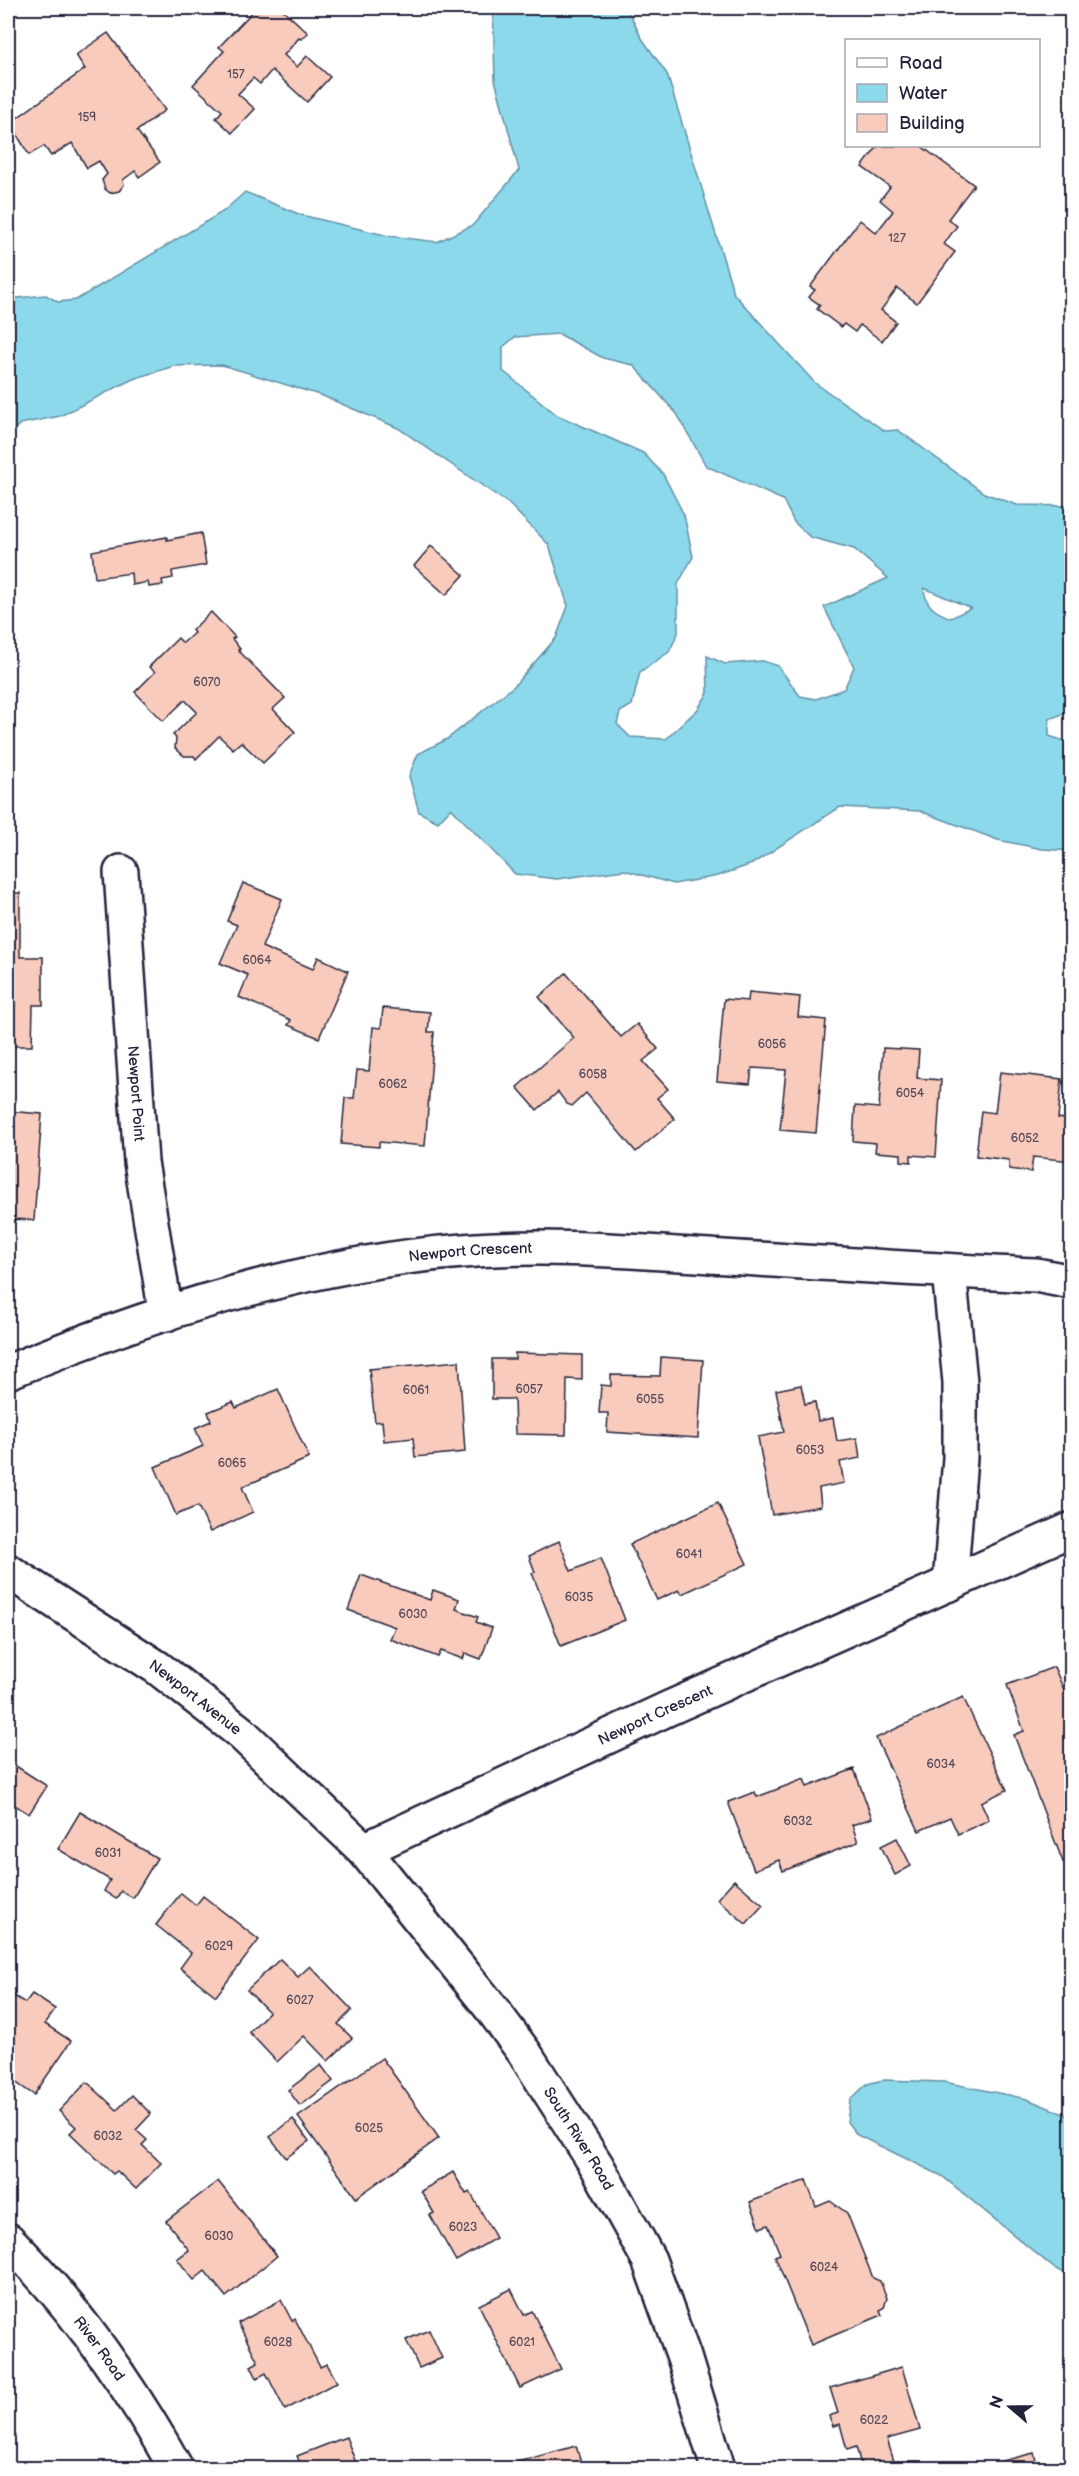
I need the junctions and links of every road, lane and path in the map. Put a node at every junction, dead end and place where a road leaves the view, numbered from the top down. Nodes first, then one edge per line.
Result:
1 (121, 872) dead end
2 (949, 1271) junction
3 (1071, 1282) edge
4 (166, 1314) junction
5 (8, 1372) edge
6 (1071, 1529) edge
7 (8, 1571) edge
8 (950, 1584) junction
9 (364, 1850) junction
10 (8, 2240) edge
11 (176, 2469) edge
12 (718, 2469) edge

1 - 4 street, Newport Point
2 - 3 street, Newport Crescent
2 - 4 street, Newport Crescent
2 - 8 street
4 - 5 street, Newport Crescent
6 - 8 street, Newport Crescent
7 - 9 street, Newport Avenue
8 - 9 street, Newport Crescent
9 - 12 street, South River Road
10 - 11 street, River Road

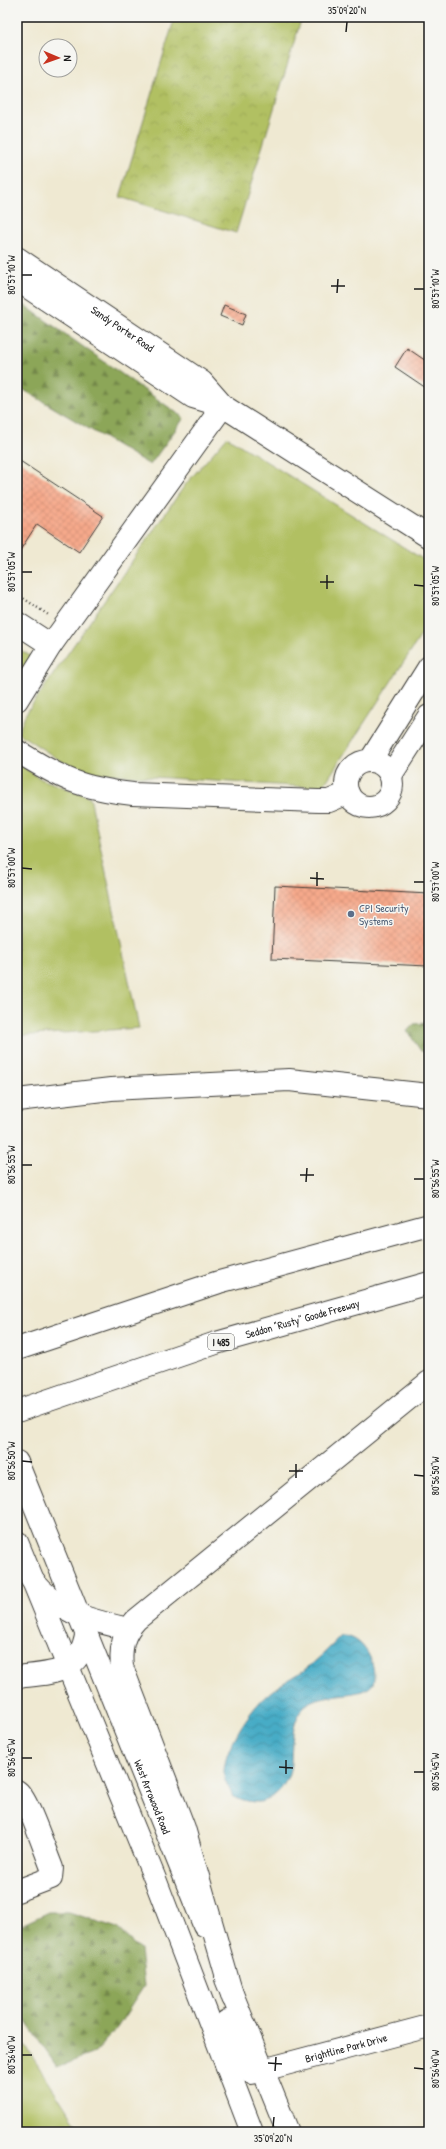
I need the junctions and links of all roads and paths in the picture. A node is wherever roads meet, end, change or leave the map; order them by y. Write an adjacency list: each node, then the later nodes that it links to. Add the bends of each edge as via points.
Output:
1 (17, 258): 3 (main road, Sandy Porter Road, via 202,382)
2 (17, 280): 3 (main road, Sandy Porter Road, via 193,397)
3 (223, 406): 4 (main road, Sandy Porter Road); 8 (main road)
4 (429, 537)
5 (17, 594): 6 (path)
6 (56, 620)
7 (17, 623): 8 (main road)
8 (51, 645): 10 (main road)
9 (429, 667): 13 (main road)
10 (17, 700)
11 (429, 716): 14 (main road)
12 (17, 751): 15 (main road, via 60,777 76,783 134,794 329,801)
13 (370, 761): 14 (main road, via 381,764); 15 (main road, via 359,763 348,774)
14 (391, 775): 15 (main road, via 392,790 383,803 376,806 361,806 354,802)
15 (348, 793)
16 (429, 1095): 17 (main road, via 289,1080 120,1088)
17 (17, 1100)
18 (429, 1225): 20 (main road, via 219,1282)
19 (429, 1283): 22 (main road, Seddon "Rusty" Goode Freeway / I 485, via 216,1343)
20 (17, 1350)
21 (429, 1382): 27 (main road, via 208,1560 136,1620)
22 (17, 1411)
23 (20, 1469): 26 (main road, West Arrowood Road)
24 (17, 1542): 25 (main road)
25 (32, 1580): 26 (main road, via 51,1600); 29 (main road)
26 (78, 1616): 27 (main road); 28 (main road, West Arrowood Road)
27 (128, 1630): 34 (main road, via 121,1652 122,1667 184,1828)
28 (86, 1636): 29 (main road, via 82,1653); 34 (main road, West Arrowood Road)
29 (68, 1668): 30 (main road, via 52,1673); 32 (main road)
30 (17, 1677)
31 (17, 1791): 33 (main road, via 28,1806 52,1868 51,1878)
32 (155, 1879): 36 (main road, via 171,1891 202,1959 245,2066 252,2072); 37 (main road)
33 (17, 1891)
34 (233, 1998): 36 (main road, West Arrowood Road)
35 (429, 2026): 36 (main road, Brightline Park Drive)
36 (263, 2070): 38 (main road, West Arrowood Road)
37 (252, 2132)
38 (288, 2132)

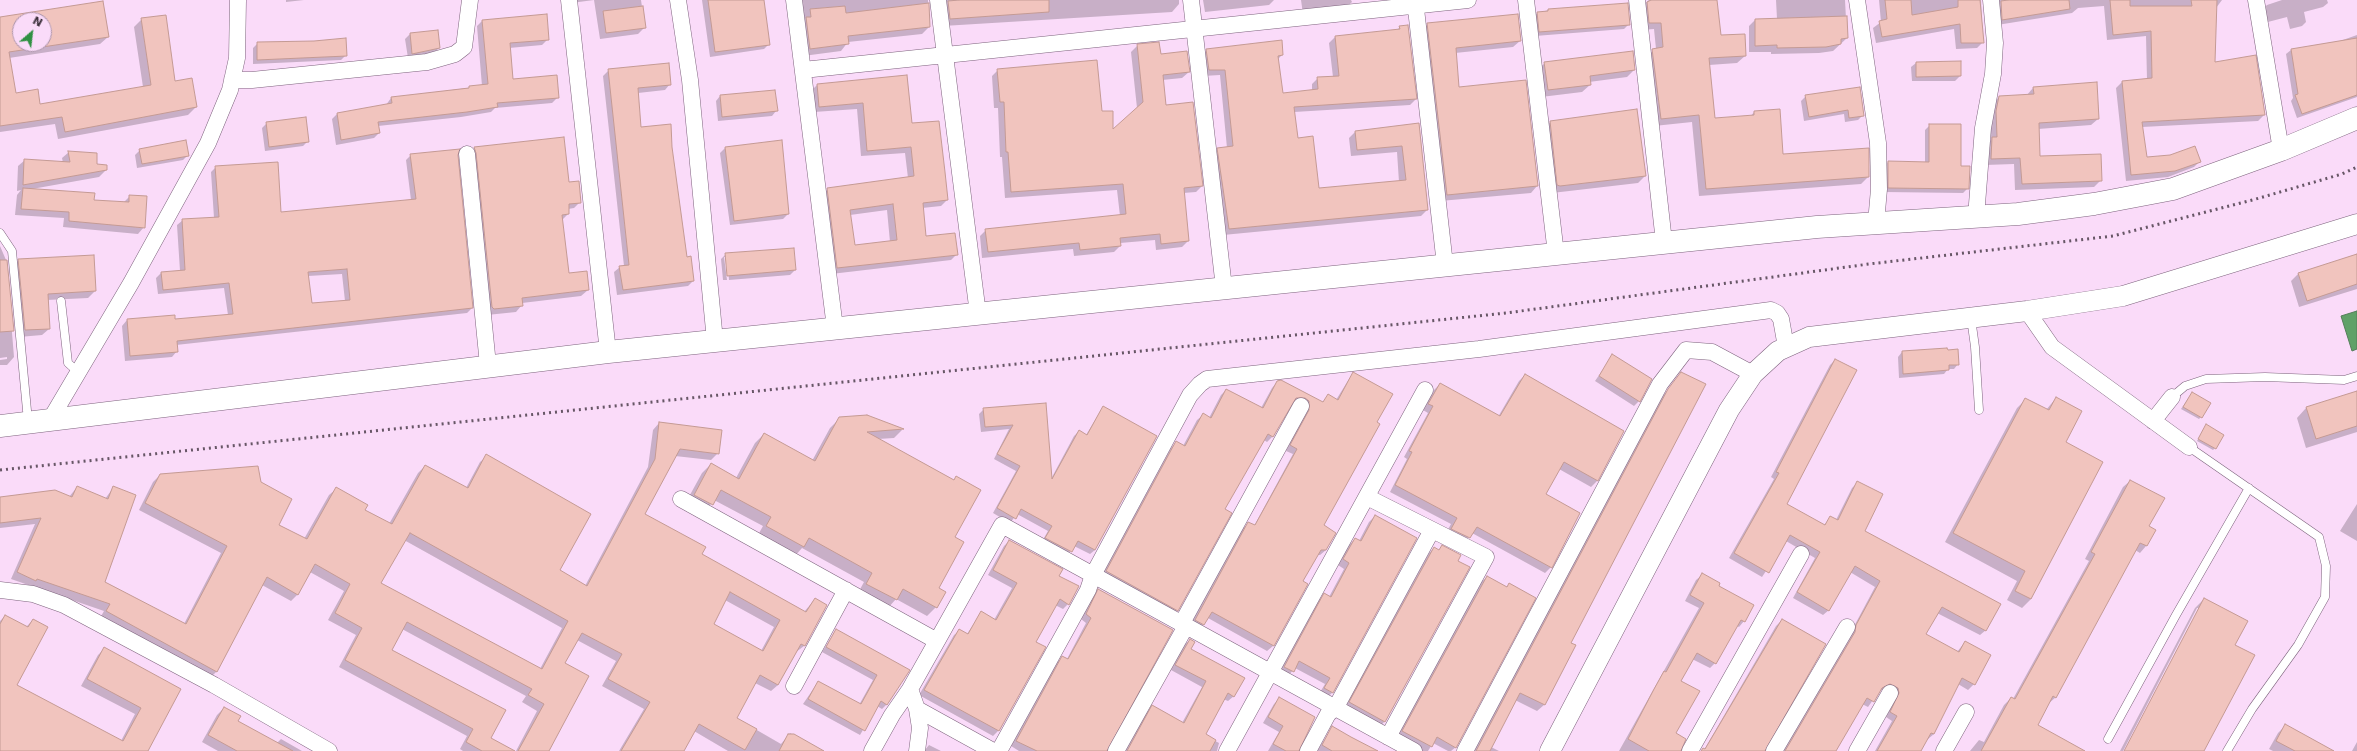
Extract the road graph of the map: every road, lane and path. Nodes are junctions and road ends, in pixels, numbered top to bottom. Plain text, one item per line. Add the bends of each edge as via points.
1 (238, 0) edge
2 (470, 0) edge
3 (569, 0) edge
4 (678, 0) edge
5 (794, 0) edge
6 (938, 0) edge
7 (1191, 0) edge
8 (1468, 0) edge
9 (1526, 0) edge
10 (1637, 0) edge
11 (1857, 0) edge
12 (1991, 0) edge
13 (2256, 0) edge
14 (1416, 3) edge
15 (1195, 30) junction
16 (944, 56) junction
17 (803, 70) junction
18 (232, 80) junction
19 (2357, 118) edge
20 (2281, 150) junction
21 (467, 154) dead end
22 (1976, 217) junction
23 (1876, 223) junction
24 (2357, 224) edge
25 (0, 233) edge
26 (1664, 242) junction
27 (1556, 254) junction
28 (1445, 265) junction
29 (1224, 288) junction
30 (61, 301) dead end
31 (2027, 311) junction
32 (978, 314) junction
33 (1971, 318) junction
34 (835, 328) junction
35 (715, 341) junction
36 (1786, 348) junction
37 (608, 352) junction
38 (488, 365) junction
39 (78, 372) junction
40 (1753, 374) junction
41 (2357, 376) edge
42 (1425, 390) dead end
43 (2172, 397) joint
44 (1301, 406) dead end
45 (1979, 410) dead end
46 (50, 420) junction
47 (28, 422) junction
48 (2153, 422) junction
49 (0, 426) edge
50 (2189, 447) joint
51 (2249, 488) junction
52 (1367, 497) junction
53 (681, 499) dead end
54 (1432, 530) junction
55 (1801, 554) dead end
56 (1093, 574) junction
57 (0, 590) edge
58 (846, 590) junction
59 (1184, 624) junction
60 (1847, 627) dead end
61 (937, 640) junction
62 (1271, 672) junction
63 (794, 686) dead end
64 (910, 689) junction
65 (1890, 693) dead end
66 (917, 708) junction
67 (1336, 708) junction
68 (1966, 712) dead end
69 (2108, 739) dead end
70 (1389, 742) edge
71 (329, 751) edge
72 (872, 751) edge
73 (917, 751) edge
74 (993, 751) edge
75 (999, 751) edge
76 (1116, 751) edge
77 (1227, 751) edge
78 (1308, 751) edge
79 (1414, 751) edge
80 (1465, 751) edge
81 (1550, 751) edge
82 (1690, 751) edge
83 (1774, 751) edge
84 (1857, 751) edge
85 (1944, 751) edge
86 (2227, 751) edge

1 - 18 street via 237,58
2 - 18 street via 464,47 454,54 427,62
3 - 37 street
4 - 35 street via 690,80
5 - 17 street
6 - 16 street
7 - 15 street
8 - 14 street
9 - 27 street
10 - 26 street
11 - 23 street via 1878,143 1879,189
12 - 22 street via 1993,74 1983,128
13 - 20 street
14 - 15 street
14 - 28 street
15 - 16 street
15 - 29 street
16 - 17 street
16 - 32 street
17 - 34 street
18 - 39 street via 208,143 131,284
19 - 20 main road
20 - 22 main road via 2174,188 2094,204
21 - 38 street
22 - 23 main road
23 - 26 main road
24 - 31 street via 2123,296
25 - 47 lane via 12,251
26 - 27 main road
27 - 28 main road
28 - 29 main road
29 - 32 main road
30 - 39 lane via 68,363
31 - 33 street
31 - 48 street via 2052,347
32 - 34 main road
33 - 36 street via 1809,337
33 - 45 lane
34 - 35 main road
35 - 37 main road
36 - 40 street via 1778,351
36 - 56 street via 1781,319 1777,312 1771,310 1479,349 1208,379 1190,395
37 - 38 main road
38 - 46 main road
39 - 46 street
40 - 80 street via 1712,352 1686,350 1660,384
40 - 81 street via 1729,410
41 - 43 lane via 2344,380 2265,377 2206,379 2185,386
42 - 52 street
43 - 48 street
44 - 59 street
46 - 47 main road
47 - 49 main road
48 - 50 street
50 - 51 lane
51 - 69 lane
51 - 86 lane via 2319,537 2326,566 2325,597 2298,645 2252,709
52 - 54 street
52 - 62 street
53 - 58 street
54 - 67 street
54 - 70 street via 1486,557
55 - 82 street
56 - 59 street
56 - 61 street via 1002,525
56 - 75 street via 1088,590
57 - 71 street via 34,594 64,605 214,685
58 - 61 street
58 - 63 street
59 - 62 street
59 - 76 street
60 - 83 street
61 - 64 street
62 - 67 street
62 - 77 street
64 - 66 street
64 - 72 street
65 - 84 street
66 - 73 street via 920,728
66 - 74 street
67 - 70 street
67 - 78 street via 1328,714
68 - 85 street
70 - 79 street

• • • •

■ Requirement ■
The line containing "I need the junctions and links of all" marks the end: copy exactly every line from the start of the records up to and including it, leaving out the pictures.

■ Solution to this problem ■
I need the junctions and links of every road, lane and path in the map. Put a node at every junction, dead end and place where a road leaves the view, numbered from the top down. Nodes first, then one edge per line.
Result:
1 (121, 872) dead end
2 (949, 1271) junction
3 (1071, 1282) edge
4 (166, 1314) junction
5 (8, 1372) edge
6 (1071, 1529) edge
7 (8, 1571) edge
8 (950, 1584) junction
9 (364, 1850) junction
10 (8, 2240) edge
11 (176, 2469) edge
12 (718, 2469) edge

1 - 4 street, Newport Point
2 - 3 street, Newport Crescent
2 - 4 street, Newport Crescent
2 - 8 street
4 - 5 street, Newport Crescent
6 - 8 street, Newport Crescent
7 - 9 street, Newport Avenue
8 - 9 street, Newport Crescent
9 - 12 street, South River Road
10 - 11 street, River Road

I need the junctions and links of all roads and paths in the picture. A node is wherever roads meet, end, change or leave the map; order them by y. Write an adjacency list: each node, then the later nodes that it links to. Add the bends of each edge as via points.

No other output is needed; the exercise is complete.